Jonah Goldberg sums it up well in his National Review article, under the heading Three Fifths Stupid:
Blacks were counted as "three fifths" of a person as a compromise between abolitionists and slave holders. Northern delegates to the constitutional convention argued that blacks should not be counted at all, because they were not allowed to vote and therefore their numbers shouldn't count toward boosting Southern representation in Congress. If slaves were counted, slave states would be able to control the legislative branch and expand the hateful institution into the new territories. Meanwhile, slaveholders wanted blacks counted on par with whites for exactly this reason.

In other words, if the racists had their way, blacks would have been counted as 100% people and if the abolitionists won the day, blacks would be invisible to the constitution. The three fifths was a procedural compromise included in the Constitution because so many of the nation's founders were opposed to slavery.

Which brings us to enumerating illegal immigrants for apportionment. What would happen to northern representation in congress if California, Arizona, Florida, Texas, and other states with large illegal populations were able to use their numbers to increase their representation? Those states could use their inflated representation in congress to pass legislation in an equally lopsided way today without illegal aliens having the right to vote.

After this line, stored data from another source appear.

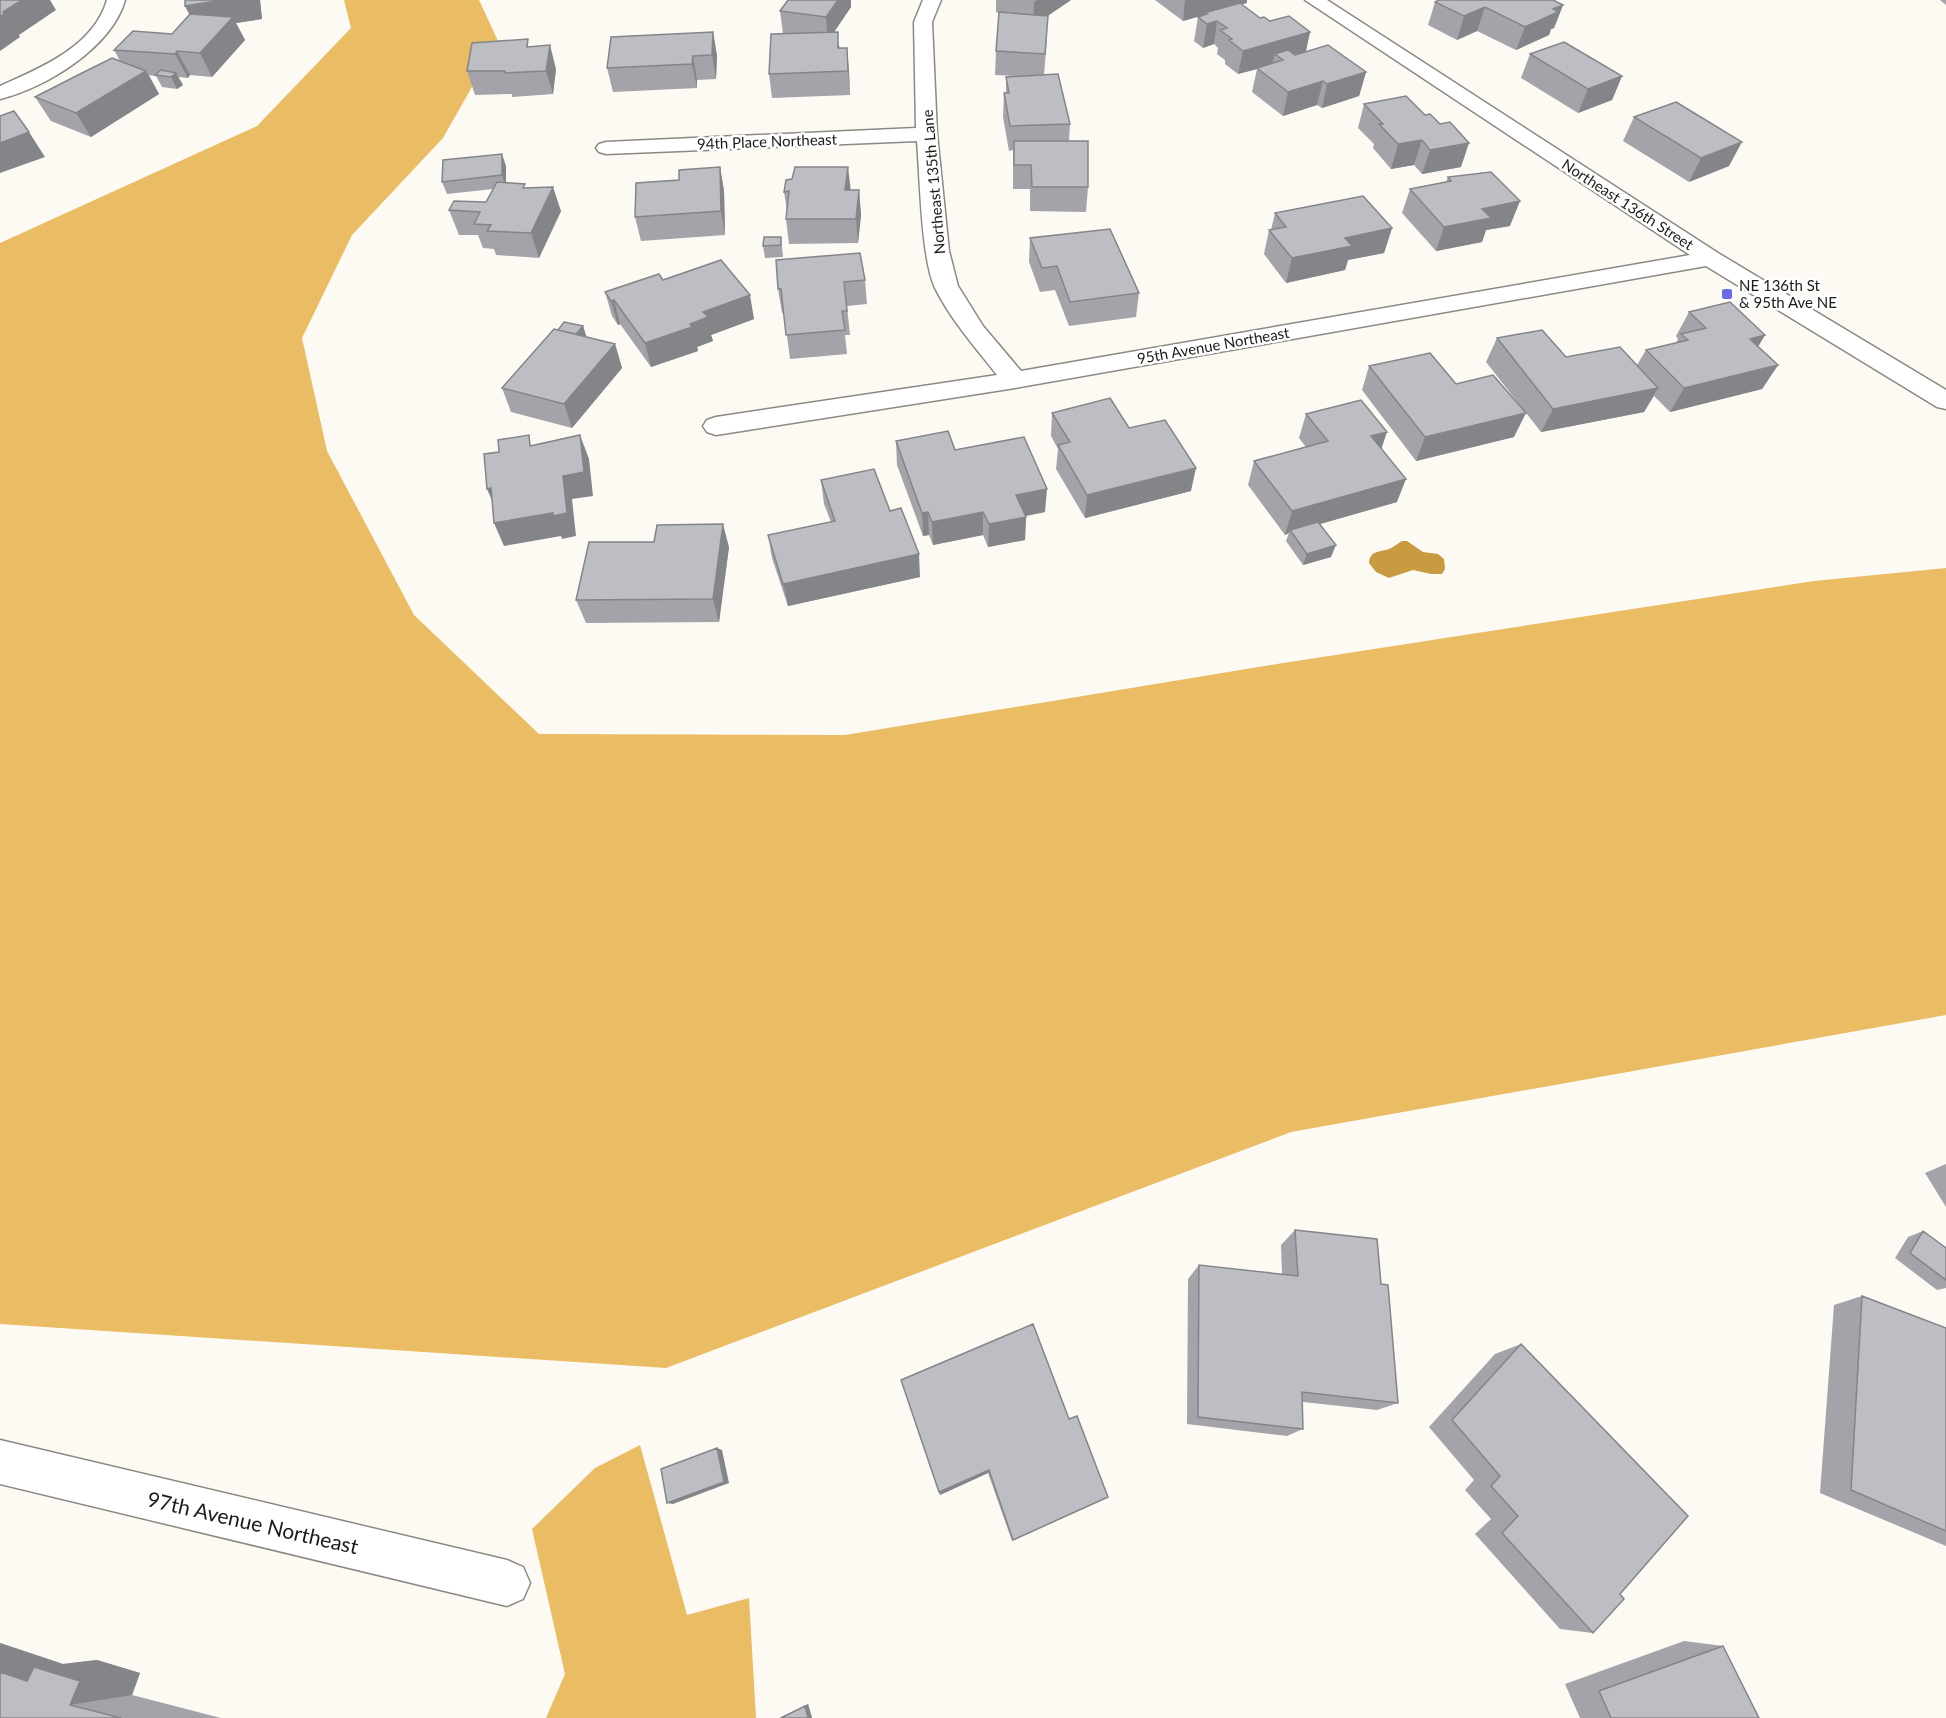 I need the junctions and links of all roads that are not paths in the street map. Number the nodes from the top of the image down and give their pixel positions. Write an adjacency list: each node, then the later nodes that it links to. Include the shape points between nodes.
1 (116, 0): 4 (street, via 109,22 88,42 57,65)
2 (932, 0): 5 (street, Northeast 135th Lane, via 923,22)
3 (1314, 0): 7 (street, Northeast 136th Street)
4 (0, 93)
5 (927, 134): 6 (street, 94th Place Northeast); 8 (street, Northeast 135th Lane, via 938,251 946,286 974,331)
6 (606, 148)
7 (1710, 258): 8 (street, 95th Avenue Northeast); 9 (street, Northeast 136th Street)
8 (1014, 380): 10 (street, 95th Avenue Northeast)
9 (1946, 401)
10 (716, 426)
11 (0, 1462): 12 (street, 97th Avenue Northeast)
12 (507, 1582)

The kinds of things illegal aliens would vote for isn't difficult to imagine. More immediate is the concern of what those states' new congressional and electoral representatives would vote for while stealing representation from citizens in states like Michigan.

Congresswoman Candice Miller (formerly Michigan's Secretary of State) put it this way in her press release:

Rep. Miller's proposed amendment, known as H.J. Res. 53, would reverse the unfair advantage that states with inflated populations have when it comes to Congressional Representation, and would prevent these states from having such unduly impact on Presidential races.

"I find it absolutely outrageous that people who are in our country illegally are having such a profound impact on our political system."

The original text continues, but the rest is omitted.